Well, honestly, very few letters go astray. But it takes just as much time as it would to answer these people as it would to assure them that they are not alone, that all my afternoons are taken up with gently turning down warm invitations to address the United Nations Association of Zurich, the Garden Club of Little Piddletrenthide, the Boy Scouts of Adelaide, the graduating class of Bombay High School, the Golf Club of Johannesburg, the Camellia Club of Mobile, Alabama, and on and on.
So, simply to pacify your disappointment and my embarrassment, let me say once for all that I'm grateful to anyone who bothers to write. I was more touched than I can say by that deluge of good wishes that saw me into a new decade, that I do my best, and that best means that I can cope with only so much of the weekly blizzard of mail that shores up against my kitchen door.
Having said which, with feeling, let me wish every correspondent a Happy New Year and now get back to the weekly letter meant for all of you.
I promised a week ago that I'd round up some of the – what shall I call them? – not events so much as social changes that came to affect our lives in the 1980s. We give labels to decades. The gay '90s, the roaring '20s, in spite of the fact that God didn't invent decades, we did. And usually, there's no good reason to think that the tides of history rise and fall every 10 years.
But for once, 1980 just happened to mark the first year of something we never expected but which we can now see was an American revolution, a drastic turn in the direction of American government for the first time since 1933.
And before we look at the social changes that flowed from it, or happened to go along with it, we must, I think, this time take a new look back to the mover and shaker himself – none other than Ronald Reagan.
I don't think any of us thought, during that heady summer of 1980, thought of Mr Reagan as anything remotely like a revolutionary. Sure, he promised to slash taxes. He promised what Franklin Roosevelt promised during his first presidential campaign, to decentralise the government and give much of it back to the states.
But the moment Roosevelt got in the White House, he performed a 180-degree U-turn, seized the executive power of the federal government and ran a central government like no other president in peacetime history.
Well, Reagan was a new-born Republican. He'd voted four times for Roosevelt, and surely he would do the same. He would say and act in the reluctant belief that, after all, Washington is the place that is primarily responsible for jobs, relief, insurance, housing, healthcare, the works. So when Mr Reagan arrived in the White House, very few veteran politicians expected him for a minute to try and legislate his soaring campaign promises.
Promises, promises are the stuff of campaigns. Once you're elected you have to liquidate your campaign rhetoric and get down to the humdrum, undramatic business of government, which is to say "who gets what".

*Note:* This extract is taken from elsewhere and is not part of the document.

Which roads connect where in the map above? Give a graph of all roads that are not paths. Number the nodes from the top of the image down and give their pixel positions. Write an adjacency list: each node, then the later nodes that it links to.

But he had up his sleeve, in his heart too, a shocking surprise. "Now", said the Democratic leader, speaker Tip O'Neill, said to Reagan, "Now, you are in the big league".

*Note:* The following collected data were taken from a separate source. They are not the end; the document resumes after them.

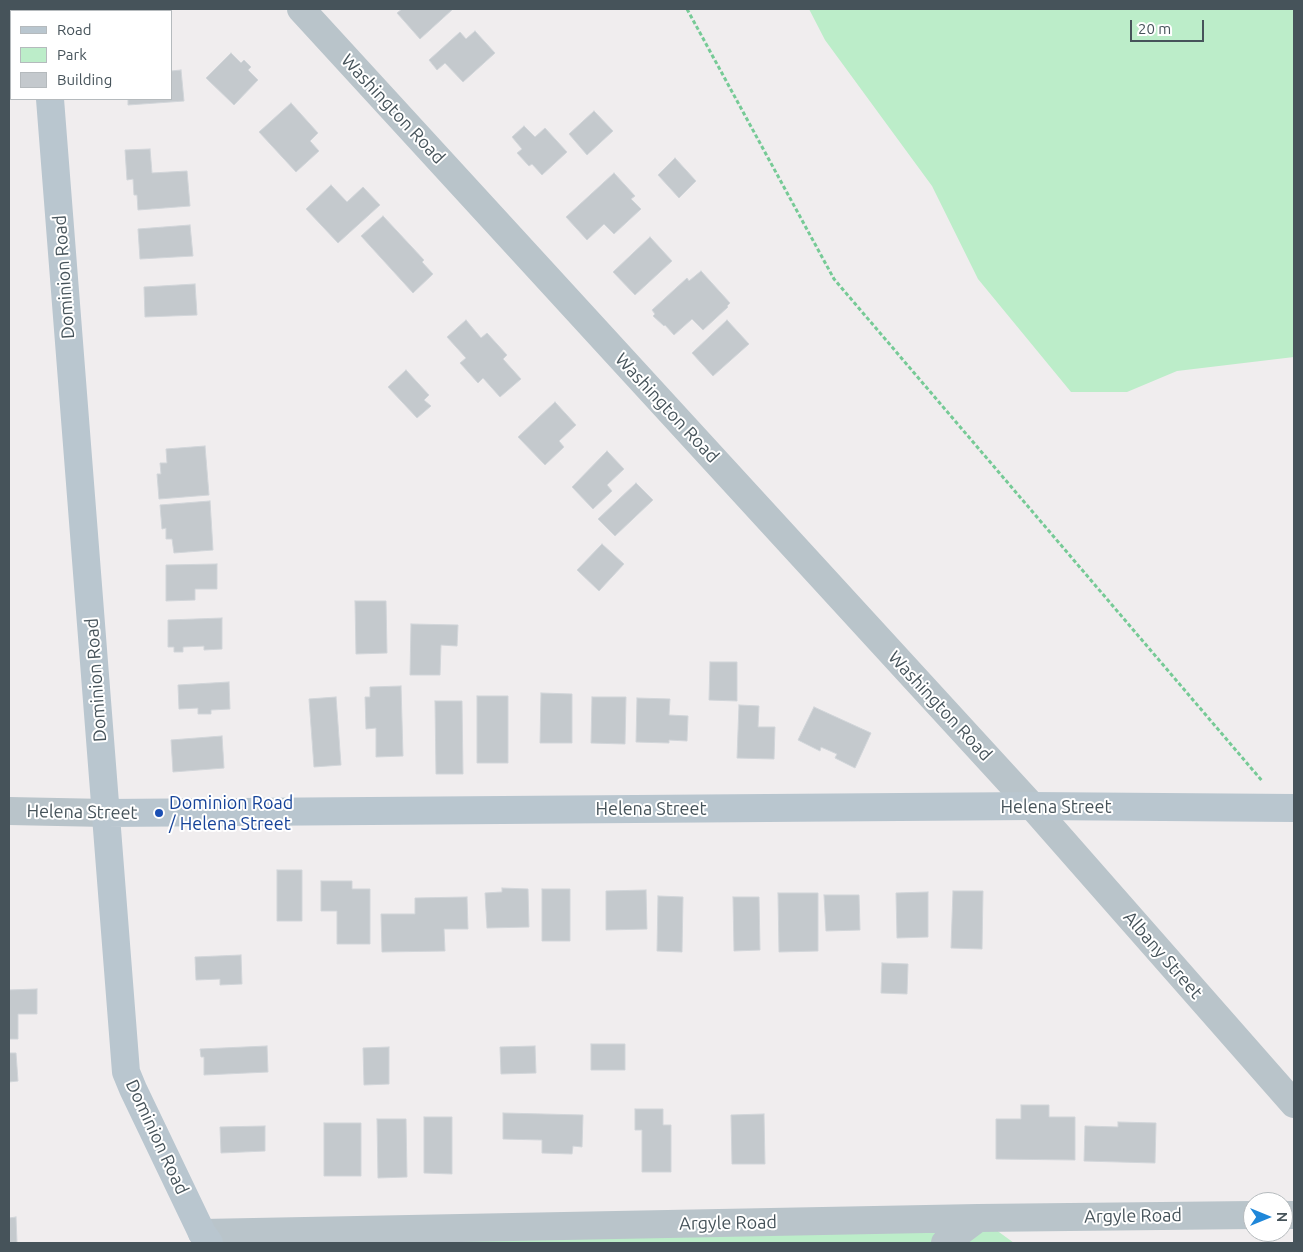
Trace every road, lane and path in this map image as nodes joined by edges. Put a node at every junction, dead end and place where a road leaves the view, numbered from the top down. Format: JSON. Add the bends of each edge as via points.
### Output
{"nodes":[{"id":1,"x":301,"y":9,"type":"edge"},
{"id":2,"x":687,"y":9,"type":"edge"},
{"id":3,"x":50,"y":100,"type":"edge"},
{"id":4,"x":1032,"y":806,"type":"junction"},
{"id":5,"x":1290,"y":808,"type":"edge"},
{"id":6,"x":9,"y":811,"type":"edge"},
{"id":7,"x":106,"y":813,"type":"junction"},
{"id":8,"x":1294,"y":1104,"type":"edge"},
{"id":9,"x":1243,"y":1215,"type":"edge"},
{"id":10,"x":978,"y":1218,"type":"junction"},
{"id":11,"x":206,"y":1238,"type":"edge"},
{"id":12,"x":945,"y":1243,"type":"edge"}],
"edges":[{"from":1,"to":4,"type":"street","name":"Washington Road"},
{"from":2,"to":5,"type":"path","via":[[834,279]]},
{"from":3,"to":7,"type":"main road","name":"Dominion Road"},
{"from":4,"to":5,"type":"main road","name":"Helena Street"},
{"from":4,"to":7,"type":"main road","name":"Helena Street"},
{"from":4,"to":8,"type":"street","name":"Albany Street"},
{"from":6,"to":7,"type":"street","name":"Helena Street"},
{"from":7,"to":11,"type":"main road","name":"Dominion Road","via":[[126,1072]]},
{"from":9,"to":10,"type":"street","name":"Argyle Road"},
{"from":10,"to":11,"type":"street","name":"Argyle Road"},
{"from":10,"to":12,"type":"street"}]}
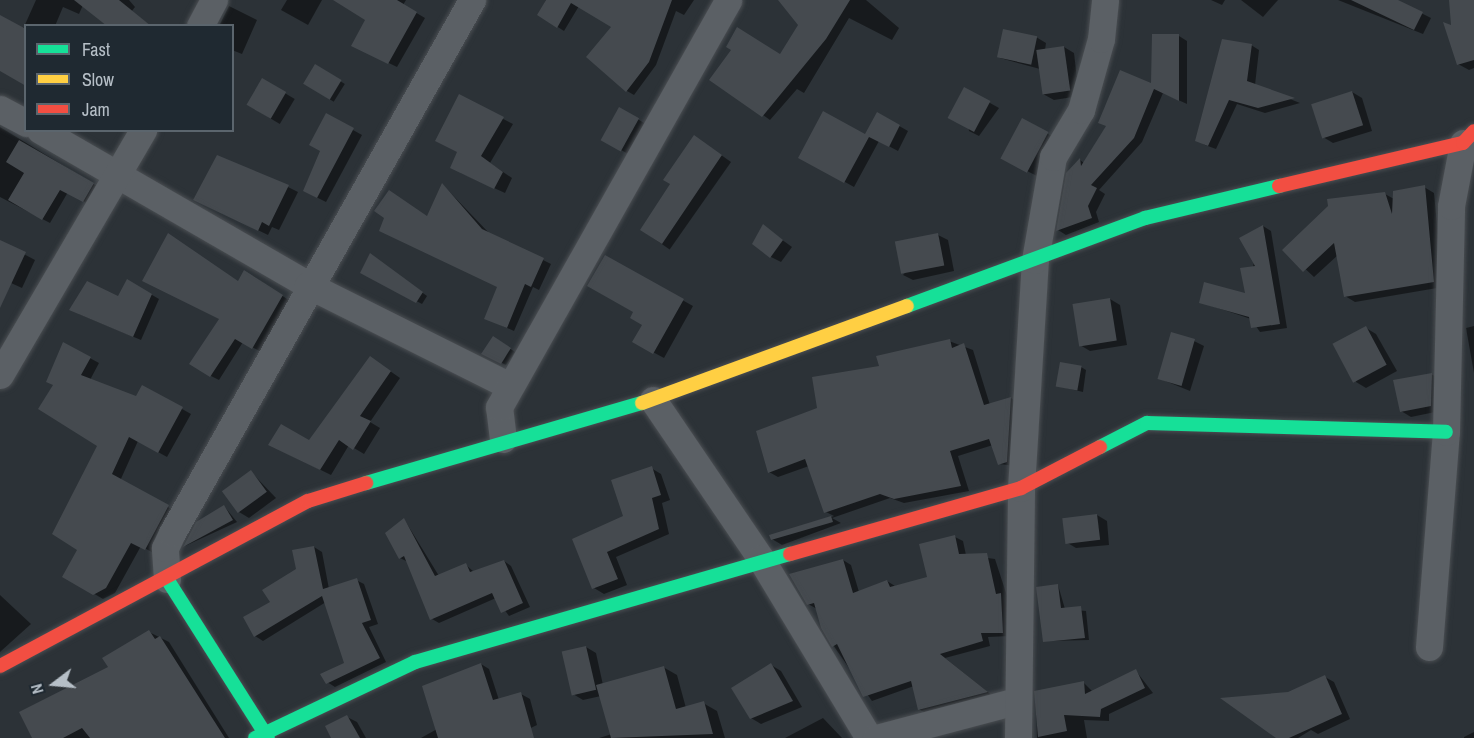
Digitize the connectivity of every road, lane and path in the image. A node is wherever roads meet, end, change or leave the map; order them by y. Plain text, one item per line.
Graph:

That was not only a patronising remark, it was thoughtless. Reagan had been governor of California for eight years. California, which has been called "the great micro-cosmic national state" and which had confronted Reagan with just about every domestic issue that confronts a president.
The first minor shock was the discovery that Reagan was not a political tyro, the "Aw shucks", B-film actor who would have to be nursed into the ways of Washington. In his first 100 days, he held 69 private meetings with 400 congressmen. In Mr Carter's first 100 days, he barely got to know the majority and minority leaders in the Senate.
Mr Reagan dazzled and dazed these men by announcing his Boy Scout's fidelity to the gaudier slogans of his campaign – he'd meant what he'd said. And with an energy and an audacity that took all of the breath out of the opposition, he bulldozed through a bigger defence budget.
More to the delight of the people who'd voted for him and the secret pleasure of the people who hadn't, he slashed the income tax in half and began to abolish or trim a lot of the government bureaux.
"More money," he said "is going to come from lower taxes than from higher taxes". How could that be? Well, by broadening the tax base, having more people paying some taxes, it came true.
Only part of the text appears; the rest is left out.